The origin of the term High German is related to features of the language based on geography rather than social class/status or education.

Here is an extract from Exploring the German Language by Sally Johnson (Professor of Linguistics in the School of Modern Languages and Cultures at the University of Leeds) and Natalie Braber (lecturer in the Department of Linguistics at Nottingham Trent University.)

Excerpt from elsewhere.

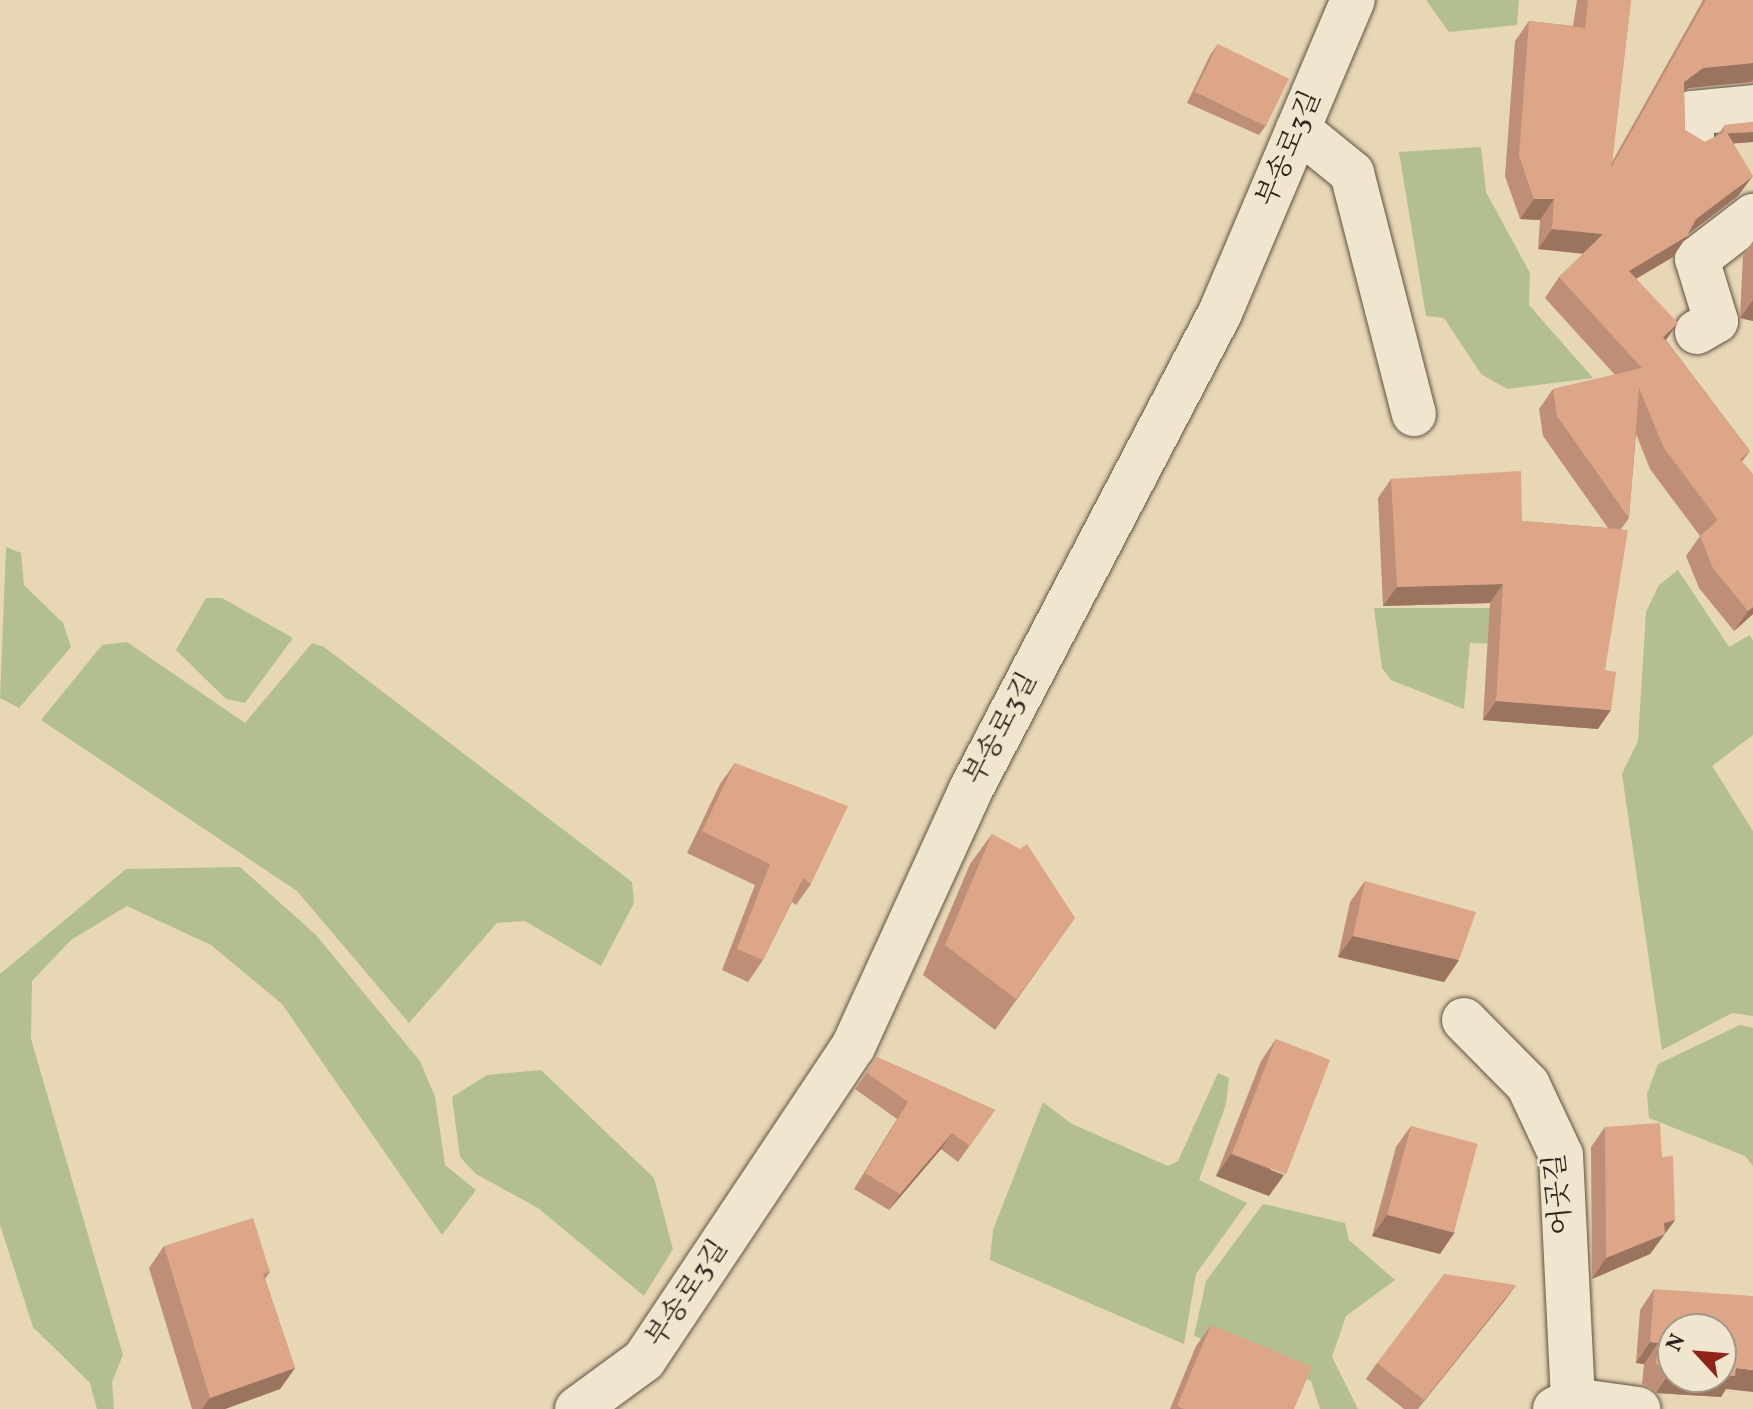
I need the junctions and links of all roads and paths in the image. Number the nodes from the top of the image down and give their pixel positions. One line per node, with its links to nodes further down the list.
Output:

The earliest forms of German – Old High German (750–1100)

(snip)

To summarise very briefly, the German-speaking regions at this time can be divided into three areas (see map 2.1):

  • Low German dialects were spoken in the area north of the so-called Benrath Line, and were not affected by the High German sound shift.
  • Central German dialects were spoken in the area south of the Benrath Line, but north of the Germersheim Line. These dialects underwent most, but not all, of the changes associated with the High German sound shift.
  • Upper German dialects were spoken to the south of the Germersheim Line in the area which now comprises southern Germany, Switzerland and Austria. These are the dialects which were most fully affected by the sound shift.

Furthermore, Central and Upper German can be grouped together as High German dialects. These are the forms which were affected by the second sound shift, and therefore provide the basis for the subsequent development of standard ‘High’ German.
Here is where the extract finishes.